The success of a visualization effort depends on a number of factors. First and foremost, the researcher must be clear about their communicative goals. Before we go about drawing a chart, we should ask ourselves: What do I want my audience to take away from this graph? Whether or not a display succeeds can only be evaluated in the light of its intended message. The (re)examination of charts in light of our communicative goals usually makes graphing data an iterative process.

Competent usage of graphical tools furthermore requires an awareness of the human factors that regulate and constrain the process of visual data communication (see Cleveland 1994; Kosslyn 2006). Different geometric representations of quantitative information, for instance, require the viewer to perform different perceptual tasks, which have been shown to vary in terms of decoding accuracy (Cleveland & McGill 1984). It is easier, for instance, to compare lengths (as in bar charts) than areas (mosaic charts) or angles (pie charts). Thus, the researcher must pay attention to working memory constraints and cognitive biases in visual perception and processing.

Graphical competence also involves choosing an appropriate display type. Every visual form has strengths and weaknesses, and chart types vary in their suitability for particular types of data. This can be rooted in issues of cognitive fit between graph and data (Vessey 1991) or conventionalized form-function mappings, that is, established links between the arrangement of geometric elements and subject-matter content. Change over time, for instance, is commonly represented on the horizontal axis.

While language data share many features with the types of quantitative information used in other disciplines, there are also qualities that are particularly characteristic of language. These include the temporal linearity of our object of study as well as the inherently hierarchical structure of records of natural language use. We would argue that traits like these often do not sufficiently inform the selection of analytic/visual tools. Thus, reporting and graphing a single percentage for a sociodemographic subgroup – say, female speakers aged 60 or older – conceals between-speaker variability (as well as the actual number of speakers) underlying this summary figure.
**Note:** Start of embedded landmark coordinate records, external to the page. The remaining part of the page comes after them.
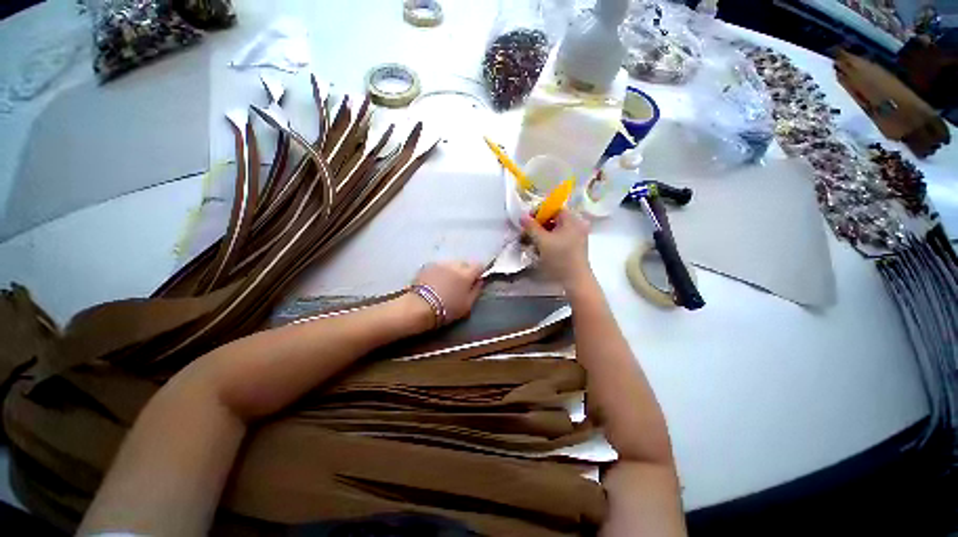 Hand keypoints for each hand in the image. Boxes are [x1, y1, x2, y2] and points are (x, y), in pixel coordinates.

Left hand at [412, 261, 483, 323]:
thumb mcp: (467, 305)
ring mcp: (439, 264)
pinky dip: (440, 272)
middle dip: (465, 271)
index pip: (479, 265)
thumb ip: (476, 291)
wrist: (419, 307)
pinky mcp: (427, 266)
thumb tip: (480, 281)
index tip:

For presentation graphs, the researcher must take into consideration the intended audience or readership. Thus, even for empirically trained scholars, exotic visuals may obscure or fail to communicate the linguistic message. As Kosslyn (1985: 507) notes, “if one has never seen a display type before, it is a problem to be solved – not a display to be read”. It will accelerate the flow of information if the viewer is familiar with a graphical form. The level of graphicacy (i.e. the graphical literacy) of the audience therefore restricts the choice of technique. Considering the ever-growing pool of visualization techniques available, this factor seems to merit particular attention. Novel (and hence unfamiliar) forms should only be used if they offer added value over a conventional alternative. Certain graphical inventions may prove useful for the quantitative demands of corpus-based work, and may eventually be added to the core inventory of our discipline. This selection process, however, must proceed in an informed way.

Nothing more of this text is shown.